**Work item**
Each line of the listing that includes "Menzies" should be reported.

:::

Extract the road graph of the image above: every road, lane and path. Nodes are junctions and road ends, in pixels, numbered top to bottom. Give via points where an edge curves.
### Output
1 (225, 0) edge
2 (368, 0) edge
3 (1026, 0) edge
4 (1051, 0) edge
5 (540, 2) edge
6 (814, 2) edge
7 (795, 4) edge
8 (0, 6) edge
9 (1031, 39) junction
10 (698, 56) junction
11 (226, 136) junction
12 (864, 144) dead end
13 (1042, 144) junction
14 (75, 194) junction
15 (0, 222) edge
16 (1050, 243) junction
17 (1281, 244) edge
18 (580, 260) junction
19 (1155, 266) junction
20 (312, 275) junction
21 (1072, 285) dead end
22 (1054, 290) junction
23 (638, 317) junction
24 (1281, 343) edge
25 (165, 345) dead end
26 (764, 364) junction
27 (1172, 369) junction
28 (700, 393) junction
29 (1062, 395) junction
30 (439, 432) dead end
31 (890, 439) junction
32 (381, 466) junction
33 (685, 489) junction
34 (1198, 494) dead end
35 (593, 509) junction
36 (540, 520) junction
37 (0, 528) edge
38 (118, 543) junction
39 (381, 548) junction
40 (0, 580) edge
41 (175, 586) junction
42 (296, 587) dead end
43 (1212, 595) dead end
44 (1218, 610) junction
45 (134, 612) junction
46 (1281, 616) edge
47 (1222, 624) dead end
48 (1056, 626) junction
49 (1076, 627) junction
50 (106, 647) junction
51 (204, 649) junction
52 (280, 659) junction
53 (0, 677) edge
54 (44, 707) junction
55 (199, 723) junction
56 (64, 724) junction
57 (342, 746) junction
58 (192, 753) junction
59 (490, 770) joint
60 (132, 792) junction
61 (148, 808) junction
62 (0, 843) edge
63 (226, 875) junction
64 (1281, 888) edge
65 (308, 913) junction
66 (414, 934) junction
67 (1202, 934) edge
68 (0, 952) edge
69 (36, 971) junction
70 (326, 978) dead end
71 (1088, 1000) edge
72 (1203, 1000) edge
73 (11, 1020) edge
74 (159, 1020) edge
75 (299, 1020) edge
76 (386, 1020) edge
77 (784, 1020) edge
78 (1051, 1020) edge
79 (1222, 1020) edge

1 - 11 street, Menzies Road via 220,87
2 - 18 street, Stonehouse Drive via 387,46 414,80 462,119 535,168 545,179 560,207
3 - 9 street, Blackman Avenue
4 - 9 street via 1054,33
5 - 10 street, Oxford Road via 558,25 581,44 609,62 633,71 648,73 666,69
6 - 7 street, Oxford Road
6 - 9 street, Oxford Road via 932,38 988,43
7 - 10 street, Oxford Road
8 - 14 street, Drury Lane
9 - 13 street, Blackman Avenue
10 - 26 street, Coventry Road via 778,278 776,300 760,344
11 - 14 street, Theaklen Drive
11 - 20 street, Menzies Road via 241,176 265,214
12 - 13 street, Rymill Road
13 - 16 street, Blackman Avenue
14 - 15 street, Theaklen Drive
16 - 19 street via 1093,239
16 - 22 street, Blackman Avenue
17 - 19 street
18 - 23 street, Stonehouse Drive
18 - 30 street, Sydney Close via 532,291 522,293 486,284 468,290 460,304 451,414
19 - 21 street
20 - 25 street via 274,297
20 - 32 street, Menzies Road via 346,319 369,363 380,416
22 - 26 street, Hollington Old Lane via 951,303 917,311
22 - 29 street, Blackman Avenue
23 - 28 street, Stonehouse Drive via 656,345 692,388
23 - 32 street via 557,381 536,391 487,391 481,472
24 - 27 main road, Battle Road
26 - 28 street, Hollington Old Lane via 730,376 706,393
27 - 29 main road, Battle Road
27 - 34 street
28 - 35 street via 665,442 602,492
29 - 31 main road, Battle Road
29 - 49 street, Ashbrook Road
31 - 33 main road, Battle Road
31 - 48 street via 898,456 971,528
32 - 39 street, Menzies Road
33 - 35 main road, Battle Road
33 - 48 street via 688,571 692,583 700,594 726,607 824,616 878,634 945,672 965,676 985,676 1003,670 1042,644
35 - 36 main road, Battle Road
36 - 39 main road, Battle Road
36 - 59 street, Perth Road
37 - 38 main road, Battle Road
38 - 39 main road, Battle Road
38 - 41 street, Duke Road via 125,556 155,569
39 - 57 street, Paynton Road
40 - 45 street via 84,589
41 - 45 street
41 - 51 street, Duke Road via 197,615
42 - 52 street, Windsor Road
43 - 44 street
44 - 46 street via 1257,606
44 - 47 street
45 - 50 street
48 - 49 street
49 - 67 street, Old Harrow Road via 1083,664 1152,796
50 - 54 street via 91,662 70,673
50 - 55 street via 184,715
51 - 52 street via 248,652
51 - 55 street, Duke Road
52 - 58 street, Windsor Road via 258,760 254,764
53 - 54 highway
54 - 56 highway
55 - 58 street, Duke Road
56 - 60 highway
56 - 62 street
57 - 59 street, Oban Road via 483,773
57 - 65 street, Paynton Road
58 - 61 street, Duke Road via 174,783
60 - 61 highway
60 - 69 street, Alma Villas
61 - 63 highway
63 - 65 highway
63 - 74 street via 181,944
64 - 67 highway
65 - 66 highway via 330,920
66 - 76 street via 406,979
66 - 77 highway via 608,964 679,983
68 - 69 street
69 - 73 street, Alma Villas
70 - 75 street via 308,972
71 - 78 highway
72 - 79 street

:::

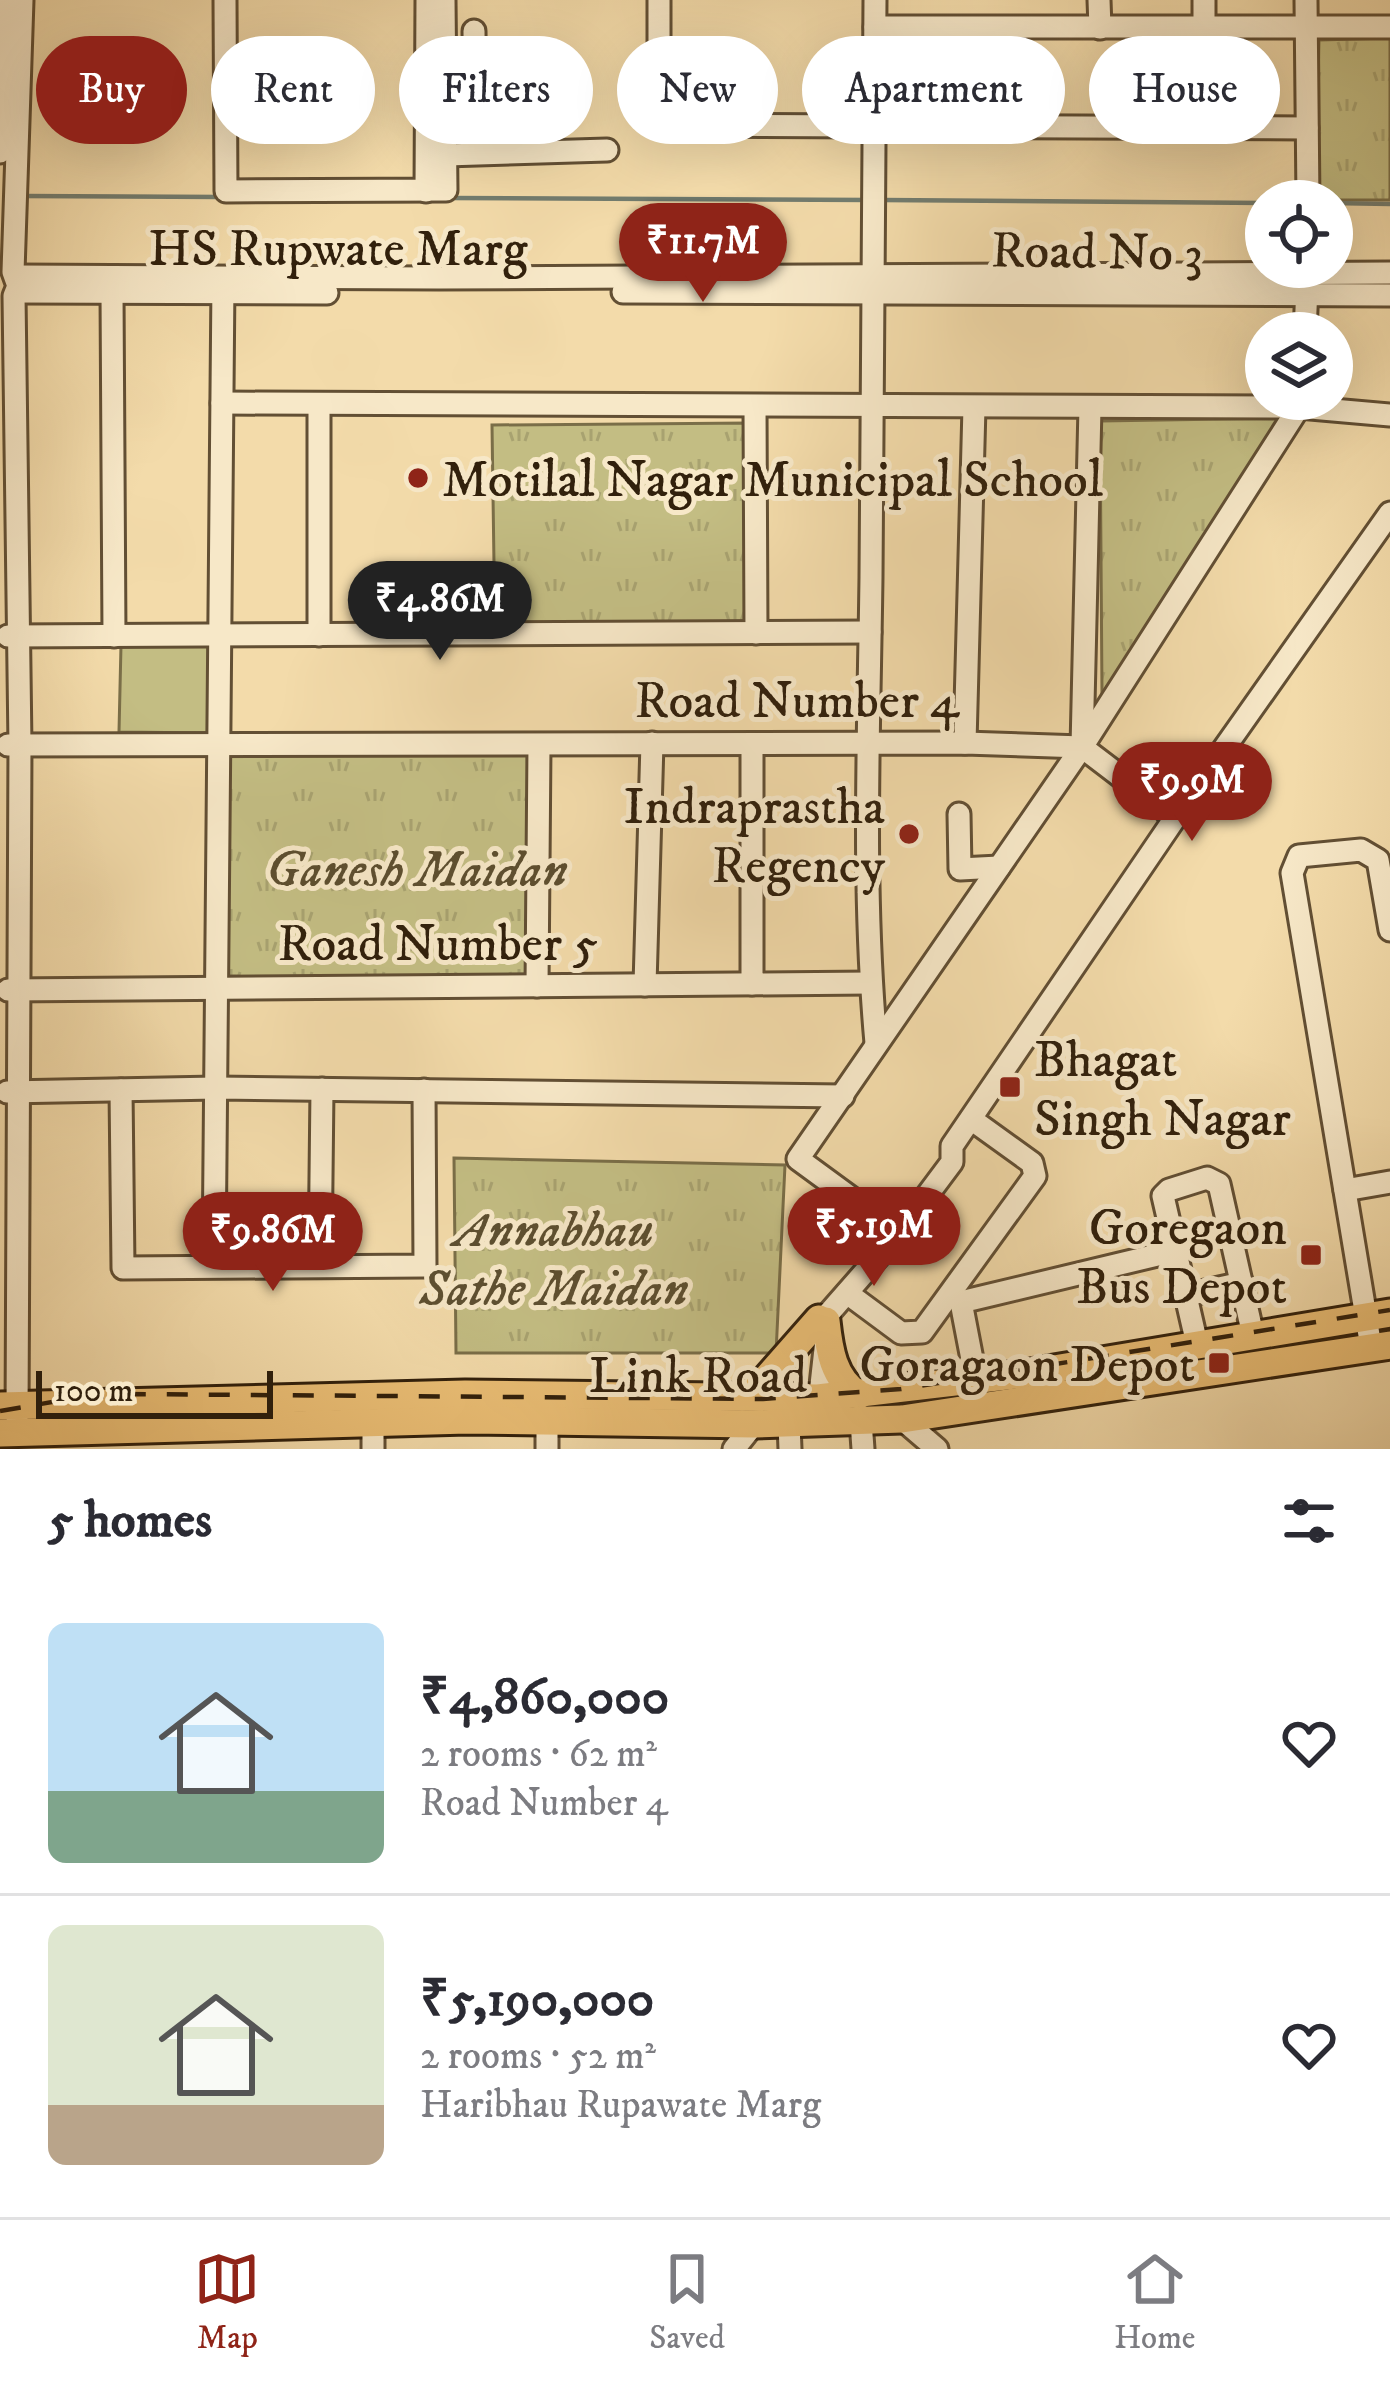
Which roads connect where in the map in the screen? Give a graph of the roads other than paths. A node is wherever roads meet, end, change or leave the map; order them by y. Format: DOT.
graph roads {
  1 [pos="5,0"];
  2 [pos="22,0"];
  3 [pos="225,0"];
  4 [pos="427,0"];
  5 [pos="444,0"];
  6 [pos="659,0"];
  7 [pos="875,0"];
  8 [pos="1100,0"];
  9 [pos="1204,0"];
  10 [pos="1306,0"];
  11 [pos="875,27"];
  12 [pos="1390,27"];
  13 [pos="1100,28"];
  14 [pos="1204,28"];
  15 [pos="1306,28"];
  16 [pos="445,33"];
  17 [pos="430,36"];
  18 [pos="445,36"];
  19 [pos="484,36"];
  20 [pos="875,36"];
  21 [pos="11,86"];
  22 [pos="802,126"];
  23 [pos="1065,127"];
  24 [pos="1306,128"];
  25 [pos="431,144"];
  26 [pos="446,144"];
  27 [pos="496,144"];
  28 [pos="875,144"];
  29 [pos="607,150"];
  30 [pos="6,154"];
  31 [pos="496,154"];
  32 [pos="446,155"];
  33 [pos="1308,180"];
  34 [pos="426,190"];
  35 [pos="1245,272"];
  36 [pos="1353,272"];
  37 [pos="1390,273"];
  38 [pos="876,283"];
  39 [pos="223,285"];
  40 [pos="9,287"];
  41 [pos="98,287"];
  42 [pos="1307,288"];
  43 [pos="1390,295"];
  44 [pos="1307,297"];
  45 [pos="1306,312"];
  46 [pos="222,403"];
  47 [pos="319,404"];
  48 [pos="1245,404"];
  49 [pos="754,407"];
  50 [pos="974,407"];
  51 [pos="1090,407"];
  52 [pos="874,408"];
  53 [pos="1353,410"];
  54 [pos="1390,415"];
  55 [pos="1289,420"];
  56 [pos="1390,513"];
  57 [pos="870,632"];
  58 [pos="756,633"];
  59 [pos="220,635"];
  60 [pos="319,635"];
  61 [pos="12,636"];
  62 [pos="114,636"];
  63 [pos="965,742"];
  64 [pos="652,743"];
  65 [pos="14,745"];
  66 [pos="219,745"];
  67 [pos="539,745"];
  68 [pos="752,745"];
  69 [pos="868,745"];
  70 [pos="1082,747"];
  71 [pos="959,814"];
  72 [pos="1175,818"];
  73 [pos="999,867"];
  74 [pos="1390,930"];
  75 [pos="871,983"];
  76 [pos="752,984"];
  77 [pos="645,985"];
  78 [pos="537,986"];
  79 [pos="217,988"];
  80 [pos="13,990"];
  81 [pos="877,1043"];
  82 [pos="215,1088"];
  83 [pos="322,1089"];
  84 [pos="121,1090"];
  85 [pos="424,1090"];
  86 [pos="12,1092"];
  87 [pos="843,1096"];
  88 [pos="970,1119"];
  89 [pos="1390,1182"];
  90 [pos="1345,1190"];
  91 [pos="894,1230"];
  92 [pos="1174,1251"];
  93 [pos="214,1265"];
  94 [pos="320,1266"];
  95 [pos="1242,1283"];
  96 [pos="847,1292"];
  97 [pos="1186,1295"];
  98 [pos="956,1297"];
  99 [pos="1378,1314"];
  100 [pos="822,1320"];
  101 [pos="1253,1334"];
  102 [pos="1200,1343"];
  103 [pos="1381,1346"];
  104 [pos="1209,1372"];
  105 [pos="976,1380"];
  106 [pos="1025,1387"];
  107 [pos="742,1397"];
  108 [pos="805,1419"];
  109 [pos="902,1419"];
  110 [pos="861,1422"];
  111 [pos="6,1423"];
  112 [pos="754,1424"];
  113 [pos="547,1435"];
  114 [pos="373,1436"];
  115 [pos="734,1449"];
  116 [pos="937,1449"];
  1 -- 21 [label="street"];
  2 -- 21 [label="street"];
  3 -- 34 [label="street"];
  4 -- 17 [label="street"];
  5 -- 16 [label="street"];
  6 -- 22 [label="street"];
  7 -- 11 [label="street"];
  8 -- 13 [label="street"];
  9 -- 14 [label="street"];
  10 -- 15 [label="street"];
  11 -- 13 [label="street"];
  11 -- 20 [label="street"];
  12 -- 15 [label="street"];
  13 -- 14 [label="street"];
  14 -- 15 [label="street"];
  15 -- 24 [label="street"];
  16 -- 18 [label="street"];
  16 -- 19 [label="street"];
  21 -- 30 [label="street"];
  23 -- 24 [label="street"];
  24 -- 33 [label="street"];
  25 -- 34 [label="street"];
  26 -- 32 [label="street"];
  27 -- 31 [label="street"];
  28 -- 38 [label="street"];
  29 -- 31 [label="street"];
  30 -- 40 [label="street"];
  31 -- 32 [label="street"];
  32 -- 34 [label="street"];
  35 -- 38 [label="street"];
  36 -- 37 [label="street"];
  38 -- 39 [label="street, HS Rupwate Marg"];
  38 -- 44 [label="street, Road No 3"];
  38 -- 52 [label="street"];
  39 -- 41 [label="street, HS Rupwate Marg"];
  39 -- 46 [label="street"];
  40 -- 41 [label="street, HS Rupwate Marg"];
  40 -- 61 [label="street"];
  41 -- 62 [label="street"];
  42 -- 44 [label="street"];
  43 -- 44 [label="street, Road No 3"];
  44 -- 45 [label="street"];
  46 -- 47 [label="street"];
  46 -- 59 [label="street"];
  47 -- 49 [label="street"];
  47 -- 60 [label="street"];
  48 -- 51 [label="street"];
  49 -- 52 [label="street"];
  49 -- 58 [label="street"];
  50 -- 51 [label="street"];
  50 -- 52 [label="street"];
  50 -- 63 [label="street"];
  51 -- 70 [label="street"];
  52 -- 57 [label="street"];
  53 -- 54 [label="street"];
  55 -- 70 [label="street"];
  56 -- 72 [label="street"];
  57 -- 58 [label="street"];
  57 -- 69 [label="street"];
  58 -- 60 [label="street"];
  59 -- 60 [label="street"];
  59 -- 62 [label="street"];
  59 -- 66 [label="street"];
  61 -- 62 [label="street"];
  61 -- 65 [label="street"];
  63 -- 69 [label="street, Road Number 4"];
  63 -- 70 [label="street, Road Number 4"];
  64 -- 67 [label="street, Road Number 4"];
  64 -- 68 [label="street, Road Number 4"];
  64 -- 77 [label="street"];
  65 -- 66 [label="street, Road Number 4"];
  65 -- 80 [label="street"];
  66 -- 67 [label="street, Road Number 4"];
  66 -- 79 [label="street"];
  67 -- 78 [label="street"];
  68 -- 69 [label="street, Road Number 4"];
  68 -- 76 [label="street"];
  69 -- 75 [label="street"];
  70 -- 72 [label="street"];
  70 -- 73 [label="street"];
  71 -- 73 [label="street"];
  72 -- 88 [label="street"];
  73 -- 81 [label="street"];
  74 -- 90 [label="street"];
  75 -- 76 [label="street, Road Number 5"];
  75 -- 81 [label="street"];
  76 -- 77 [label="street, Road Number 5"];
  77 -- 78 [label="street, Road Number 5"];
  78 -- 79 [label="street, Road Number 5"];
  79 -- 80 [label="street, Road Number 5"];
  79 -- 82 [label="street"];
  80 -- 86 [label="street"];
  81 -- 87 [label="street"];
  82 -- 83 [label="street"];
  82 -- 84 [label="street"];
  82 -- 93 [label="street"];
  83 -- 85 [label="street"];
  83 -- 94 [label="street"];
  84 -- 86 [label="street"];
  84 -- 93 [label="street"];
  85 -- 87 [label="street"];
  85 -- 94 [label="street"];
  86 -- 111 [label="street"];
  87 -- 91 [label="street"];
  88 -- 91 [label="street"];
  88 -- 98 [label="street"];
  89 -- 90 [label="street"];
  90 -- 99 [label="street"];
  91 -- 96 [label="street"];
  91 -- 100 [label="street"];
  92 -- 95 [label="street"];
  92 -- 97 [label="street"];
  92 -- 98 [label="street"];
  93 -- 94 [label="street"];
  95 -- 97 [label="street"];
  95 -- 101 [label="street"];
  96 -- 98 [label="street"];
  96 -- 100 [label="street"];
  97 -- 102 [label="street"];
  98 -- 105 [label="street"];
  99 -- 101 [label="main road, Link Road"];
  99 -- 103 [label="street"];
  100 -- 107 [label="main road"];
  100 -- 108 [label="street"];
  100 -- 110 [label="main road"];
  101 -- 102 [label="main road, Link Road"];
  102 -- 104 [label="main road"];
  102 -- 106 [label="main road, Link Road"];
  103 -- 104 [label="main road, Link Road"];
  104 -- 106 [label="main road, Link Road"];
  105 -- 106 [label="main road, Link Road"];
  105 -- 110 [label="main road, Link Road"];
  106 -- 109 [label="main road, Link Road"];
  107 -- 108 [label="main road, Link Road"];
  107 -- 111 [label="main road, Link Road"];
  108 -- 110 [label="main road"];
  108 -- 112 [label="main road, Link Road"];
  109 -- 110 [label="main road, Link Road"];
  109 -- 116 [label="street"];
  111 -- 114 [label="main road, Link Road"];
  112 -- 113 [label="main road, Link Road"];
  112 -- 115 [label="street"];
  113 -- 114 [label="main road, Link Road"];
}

:::

**Response**
1 - 11 street, Menzies Road via 220,87
11 - 20 street, Menzies Road via 241,176 265,214
20 - 32 street, Menzies Road via 346,319 369,363 380,416
32 - 39 street, Menzies Road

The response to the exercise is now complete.